Total dollars down 19%, total attendance down 22%.

After a poor performance in 2004, the concert business is showing a continued downward trend but promoters are still cautiously optimistic for a mid-summer rebound. Early numbers reported to Billboard Boxscore for January through May are certainly less than encouraging compared with the same period last year: total dollars down 19%, total attendance down 22%, number of shows down only 10%. Recognizing that a lot of numbers haven't come in yet, average figures aren’t much better—average gross per show is down 9.8%, average attendance is down 13%.

But some say comparing '04 to '05 at this stage does not paint a clear picture. "January-to-May numbers are misleading for 2005, because numbers for 2004 January/May were unusually high. We started 2004 with one of our strongest quarters in years, "then in June the bottom fell out." says Michael Rapino, chairman of Clear Channel Music Group, the world's largest promoter, who admits CCMG numbers are down at this point. "But we expected that when we built a budget last fall," he adds. "We knew the real test would be the summer numbers."

Others find themselves a little ahead of the game. "Actually, things are better for House of Blues Concerts than a year ago," HOB Concerts executive VP Alex Hodges observes. "We may not be back to some great days yet, and there are always going to be some surprises up and down, some bumps in the road. But it's a different day today than a year ago, much healthier."

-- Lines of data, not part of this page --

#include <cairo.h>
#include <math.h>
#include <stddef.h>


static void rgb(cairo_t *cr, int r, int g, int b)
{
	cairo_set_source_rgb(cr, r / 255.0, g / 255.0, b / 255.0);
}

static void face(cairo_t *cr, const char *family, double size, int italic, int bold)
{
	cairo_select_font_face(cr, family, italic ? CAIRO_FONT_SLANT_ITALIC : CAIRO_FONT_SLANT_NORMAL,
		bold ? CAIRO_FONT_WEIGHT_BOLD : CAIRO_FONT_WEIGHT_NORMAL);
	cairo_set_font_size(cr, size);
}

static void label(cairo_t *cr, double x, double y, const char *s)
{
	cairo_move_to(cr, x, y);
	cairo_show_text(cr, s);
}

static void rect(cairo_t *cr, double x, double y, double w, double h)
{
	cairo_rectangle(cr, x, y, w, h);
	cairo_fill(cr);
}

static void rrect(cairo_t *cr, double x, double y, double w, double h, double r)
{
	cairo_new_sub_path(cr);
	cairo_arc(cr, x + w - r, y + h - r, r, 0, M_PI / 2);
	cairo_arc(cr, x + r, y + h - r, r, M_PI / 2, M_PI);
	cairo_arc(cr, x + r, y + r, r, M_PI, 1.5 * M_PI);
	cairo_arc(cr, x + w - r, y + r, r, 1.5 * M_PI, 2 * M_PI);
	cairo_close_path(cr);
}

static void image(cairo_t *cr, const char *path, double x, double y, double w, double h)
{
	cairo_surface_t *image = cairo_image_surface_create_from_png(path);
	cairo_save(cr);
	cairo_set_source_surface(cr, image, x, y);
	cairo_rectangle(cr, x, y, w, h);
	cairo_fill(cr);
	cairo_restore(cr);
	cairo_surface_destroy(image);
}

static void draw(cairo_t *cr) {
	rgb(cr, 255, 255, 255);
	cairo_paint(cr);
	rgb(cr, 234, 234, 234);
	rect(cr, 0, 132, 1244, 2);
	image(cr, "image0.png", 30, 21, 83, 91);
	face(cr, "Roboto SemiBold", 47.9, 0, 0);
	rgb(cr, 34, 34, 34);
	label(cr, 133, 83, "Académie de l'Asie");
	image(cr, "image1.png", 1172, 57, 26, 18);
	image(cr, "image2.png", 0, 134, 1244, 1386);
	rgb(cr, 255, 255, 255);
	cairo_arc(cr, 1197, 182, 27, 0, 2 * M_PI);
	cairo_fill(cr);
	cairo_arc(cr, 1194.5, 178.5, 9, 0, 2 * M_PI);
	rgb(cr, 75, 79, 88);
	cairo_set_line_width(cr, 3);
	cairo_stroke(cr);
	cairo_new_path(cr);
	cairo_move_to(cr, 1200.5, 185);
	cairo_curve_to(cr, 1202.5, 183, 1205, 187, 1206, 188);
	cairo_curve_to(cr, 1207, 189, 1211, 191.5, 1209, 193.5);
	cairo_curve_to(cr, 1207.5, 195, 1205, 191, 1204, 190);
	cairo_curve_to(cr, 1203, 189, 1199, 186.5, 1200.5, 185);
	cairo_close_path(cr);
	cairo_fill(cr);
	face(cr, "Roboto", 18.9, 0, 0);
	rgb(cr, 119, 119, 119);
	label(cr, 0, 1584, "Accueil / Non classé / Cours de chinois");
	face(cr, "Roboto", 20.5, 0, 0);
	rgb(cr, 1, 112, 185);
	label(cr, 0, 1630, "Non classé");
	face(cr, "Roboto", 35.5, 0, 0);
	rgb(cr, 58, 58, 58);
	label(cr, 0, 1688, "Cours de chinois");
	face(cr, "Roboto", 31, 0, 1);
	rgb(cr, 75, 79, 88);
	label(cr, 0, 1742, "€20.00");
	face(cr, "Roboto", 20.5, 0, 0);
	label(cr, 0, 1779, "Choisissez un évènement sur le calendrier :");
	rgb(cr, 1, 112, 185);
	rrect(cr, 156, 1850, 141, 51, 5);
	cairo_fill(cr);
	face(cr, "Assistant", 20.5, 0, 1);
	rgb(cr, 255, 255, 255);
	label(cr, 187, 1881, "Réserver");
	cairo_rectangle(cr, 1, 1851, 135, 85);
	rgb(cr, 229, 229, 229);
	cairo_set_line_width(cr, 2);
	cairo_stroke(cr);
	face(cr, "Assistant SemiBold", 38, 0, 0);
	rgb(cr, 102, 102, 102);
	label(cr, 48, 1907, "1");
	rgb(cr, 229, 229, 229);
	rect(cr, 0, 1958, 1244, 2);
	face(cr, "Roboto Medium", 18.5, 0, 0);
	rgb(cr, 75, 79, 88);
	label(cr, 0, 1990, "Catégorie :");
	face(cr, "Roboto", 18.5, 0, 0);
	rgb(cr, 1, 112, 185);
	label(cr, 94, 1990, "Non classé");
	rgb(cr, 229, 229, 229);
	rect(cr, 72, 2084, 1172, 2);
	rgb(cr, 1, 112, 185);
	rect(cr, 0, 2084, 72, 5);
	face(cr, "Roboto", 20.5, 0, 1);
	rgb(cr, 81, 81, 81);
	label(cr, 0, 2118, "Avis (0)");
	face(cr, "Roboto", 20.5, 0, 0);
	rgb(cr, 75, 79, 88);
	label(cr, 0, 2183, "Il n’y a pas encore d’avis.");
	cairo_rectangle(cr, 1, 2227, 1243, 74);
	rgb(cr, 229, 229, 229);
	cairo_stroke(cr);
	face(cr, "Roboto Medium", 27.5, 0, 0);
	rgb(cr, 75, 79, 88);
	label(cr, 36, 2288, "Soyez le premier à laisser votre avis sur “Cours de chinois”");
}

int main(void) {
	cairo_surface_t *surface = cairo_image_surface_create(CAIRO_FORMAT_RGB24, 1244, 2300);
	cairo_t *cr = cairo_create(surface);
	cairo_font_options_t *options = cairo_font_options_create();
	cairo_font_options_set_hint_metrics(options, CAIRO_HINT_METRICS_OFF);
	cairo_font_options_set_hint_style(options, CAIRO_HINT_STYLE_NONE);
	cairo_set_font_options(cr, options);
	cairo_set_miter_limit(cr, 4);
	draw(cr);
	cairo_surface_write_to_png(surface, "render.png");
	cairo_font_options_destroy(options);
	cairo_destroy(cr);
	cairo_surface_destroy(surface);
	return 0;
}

At this point in the game, there are some clear home runs. McCartney, U2, the Rolling Stones, Kenny Chesney, Coldplay, Dave Matthews Band, Jimmy Buffett, Oasis, Ozzfest, Toby Keith, Warped, the Eagles and Mötley Crüe are all strong, based on concerts already played or ticket sales from upcoming shows. And there are even some breakout successes, with such acts as Green Day and Rascal Flatts taking their touring game to new levels.

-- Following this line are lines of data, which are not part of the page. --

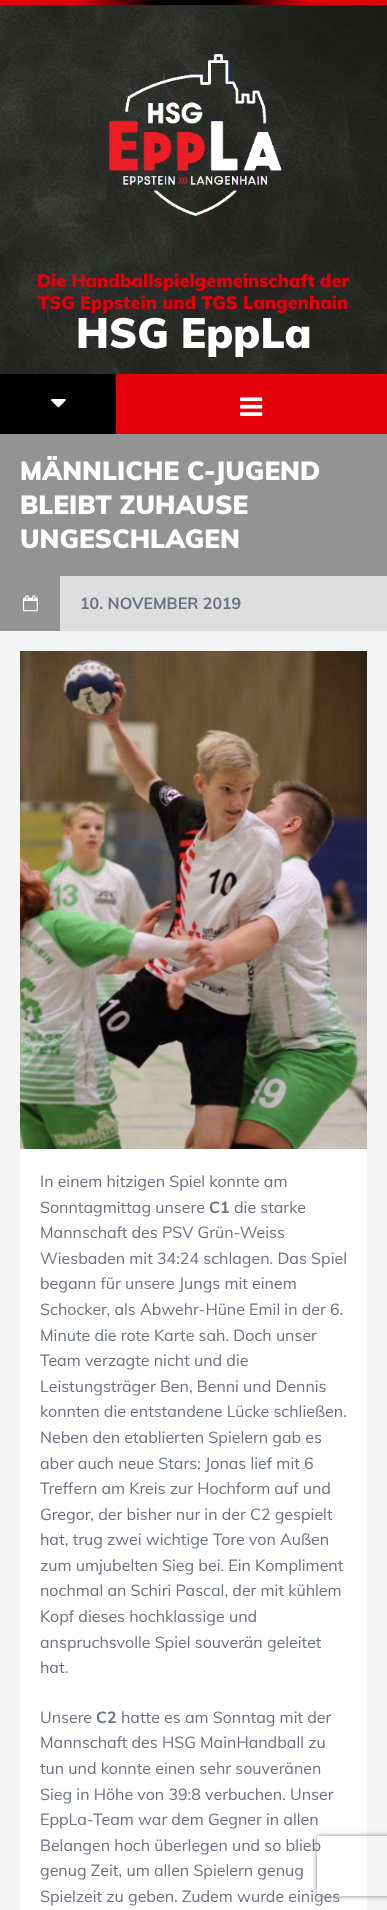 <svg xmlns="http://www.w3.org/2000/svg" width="387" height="1910">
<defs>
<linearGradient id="g1" gradientUnits="userSpaceOnUse" x1="0" y1="2.5" x2="387" y2="2.5"><stop offset="0" stop-color="#e3000b"/><stop offset="0.2" stop-color="#e3000b"/><stop offset="0.4" stop-color="#000"/><stop offset="0.6" stop-color="#000"/><stop offset="0.8" stop-color="#e3000b"/><stop offset="1" stop-color="#e3000b"/></linearGradient>
<clipPath id="clip1"><path d="M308 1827h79v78h-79zm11 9h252c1 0 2 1 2 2v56c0 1-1 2-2 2h-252c-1 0-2-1-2-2v-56c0-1 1-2 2-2z" clip-rule="evenodd"/></clipPath>
</defs>
<rect width="100%" height="100%" fill="#f4f4f4"/>
<rect width="387" height="5" fill="url(#g1)"/>
<image x="0" y="5" width="387" height="369" href="media/1.png"/>
<image x="109" y="53" width="173" height="163" href="media/2.png"/>
<text x="37" y="287" style="font-family:Muli;font-size:18px;font-weight:900;fill:#e3000b">Die Handballspielgemeinschaft der</text>
<text x="38" y="309" style="font-family:Muli;font-size:18px;font-weight:900;fill:#e3000b">TSG Eppstein und TGS Langenhain</text>
<text x="76" y="348" style="font-family:Muli;font-size:42px;font-weight:900;fill:#fff">HSG EppLa</text>
<rect y="374" width="116" height="60" fill="#000"/>
<image x="51" y="399" width="15" height="9" href="media/3.png"/>
<rect x="116" y="374" width="271" height="60" fill="#e3000b"/>
<image x="240" y="397" width="23" height="19" href="media/4.png"/>
<rect y="434" width="387" height="142" fill="#939393"/>
<text x="20" y="480" style="font-family:Muli;font-size:26px;font-weight:900;fill:#fff">MÄNNLICHE C-JUGEND</text>
<text x="20" y="514" style="font-family:Muli;font-size:26px;font-weight:900;fill:#fff">BLEIBT ZUHAUSE</text>
<text x="20" y="548" style="font-family:Muli;font-size:26px;font-weight:900;fill:#fff">UNGESCHLAGEN</text>
<rect x="60" y="576" width="327" height="55" fill="#ddd"/>
<rect y="576" width="60" height="55" fill="#939393"/>
<image x="23" y="595" width="15" height="17" href="media/5.png"/>
<text x="80" y="609" style="font-family:Muli;font-size:16px;font-weight:bold;fill:#6b717e">10. NOVEMBER 2019</text>
<image x="20" y="651" width="347" height="498" href="media/6.png"/>
<rect x="20" y="1149" width="347" height="761" fill="#fff"/>
<text x="40" y="1187" style="font-family:Muli;font-size:16px;fill:#6b717e">In einem hitzigen Spiel konnte am</text>
<text x="40" y="1213" style="font-family:Muli;font-size:16px;fill:#6b717e">Sonntagmittag unsere</text>
<text x="209" y="1213" style="font-family:Muli;font-size:16px;font-weight:bold;fill:#6b717e">C1</text>
<text x="234" y="1213" style="font-family:Muli;font-size:16px;fill:#6b717e">die starke</text>
<text x="40" y="1238" style="font-family:Muli;font-size:16px;fill:#6b717e">Mannschaft des PSV Grün-Weiss</text>
<text x="40" y="1264" style="font-family:Muli;font-size:16px;fill:#6b717e">Wiesbaden mit 34:24 schlagen. Das Spiel</text>
<text x="40" y="1289" style="font-family:Muli;font-size:16px;fill:#6b717e">begann für unsere Jungs mit einem</text>
<text x="40" y="1315" style="font-family:Muli;font-size:16px;fill:#6b717e">Schocker, als Abwehr-Hüne Emil in der 6.</text>
<text x="40" y="1341" style="font-family:Muli;font-size:16px;fill:#6b717e">Minute die rote Karte sah. Doch unser</text>
<text x="40" y="1366" style="font-family:Muli;font-size:16px;fill:#6b717e">Team verzagte nicht und die</text>
<text x="40" y="1392" style="font-family:Muli;font-size:16px;fill:#6b717e">Leistungsträger Ben, Benni und Dennis</text>
<text x="40" y="1417" style="font-family:Muli;font-size:16px;fill:#6b717e">konnten die entstandene Lücke schließen.</text>
<text x="40" y="1443" style="font-family:Muli;font-size:16px;fill:#6b717e">Neben den etablierten Spielern gab es</text>
<text x="40" y="1469" style="font-family:Muli;font-size:16px;fill:#6b717e">aber auch neue Stars: Jonas lief mit 6</text>
<text x="40" y="1494" style="font-family:Muli;font-size:16px;fill:#6b717e">Treffern am Kreis zur Hochform auf und</text>
<text x="40" y="1520" style="font-family:Muli;font-size:16px;fill:#6b717e">Gregor, der bisher nur in der C2 gespielt</text>
<text x="40" y="1545" style="font-family:Muli;font-size:16px;fill:#6b717e">hat, trug zwei wichtige Tore von Außen</text>
<text x="40" y="1571" style="font-family:Muli;font-size:16px;fill:#6b717e">zum umjubelten Sieg bei. Ein Kompliment</text>
<text x="40" y="1596" style="font-family:Muli;font-size:16px;fill:#6b717e">nochmal an Schiri Pascal, der mit kühlem</text>
<text x="40" y="1622" style="font-family:Muli;font-size:16px;fill:#6b717e">Kopf dieses hochklassige und</text>
<text x="40" y="1648" style="font-family:Muli;font-size:16px;fill:#6b717e">anspruchsvolle Spiel souverän geleitet</text>
<text x="40" y="1673" style="font-family:Muli;font-size:16px;fill:#6b717e">hat.</text>
<text x="40" y="1723" style="font-family:Muli;font-size:16px;fill:#6b717e">Unsere</text>
<text x="96" y="1723" style="font-family:Muli;font-size:16px;font-weight:bold;fill:#6b717e">C2</text>
<text x="121" y="1723" style="font-family:Muli;font-size:16px;fill:#6b717e">hatte es am Sonntag mit der</text>
<text x="40" y="1748" style="font-family:Muli;font-size:16px;fill:#6b717e">Mannschaft des HSG MainHandball zu</text>
<text x="40" y="1774" style="font-family:Muli;font-size:16px;fill:#6b717e">tun und konnte einen sehr souveränen</text>
<text x="40" y="1800" style="font-family:Muli;font-size:16px;fill:#6b717e">Sieg in Höhe von 39:8 verbuchen. Unser</text>
<text x="40" y="1825" style="font-family:Muli;font-size:16px;fill:#6b717e">EppLa-Team war dem Gegner in allen</text>
<text x="40" y="1851" style="font-family:Muli;font-size:16px;fill:#6b717e">Belangen hoch überlegen und so blieb</text>
<text x="40" y="1876" style="font-family:Muli;font-size:16px;fill:#6b717e">genug Zeit, um allen Spielern genug</text>
<text x="40" y="1902" style="font-family:Muli;font-size:16px;fill:#6b717e">Spielzeit zu geben. Zudem wurde einiges</text>
<g clip-path="url(#clip1)">
<rect x="317" y="1836" width="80" height="60" rx="2" fill="#808080" filter="blur(2.5px)"/>
</g>
</svg>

But the normally reliable jam band genre is experiencing some softness (as evidenced by the cancellation of the Zooma tour and lower-than-expected sales for such bands as Widespread Panic), and some classic rock and hip-hop tours have been a struggle, insiders say. "As with any year, we have some shows that are not performing to expectations," Rapino says, "but that is what a promoter gets paid to do: create demand innovatively."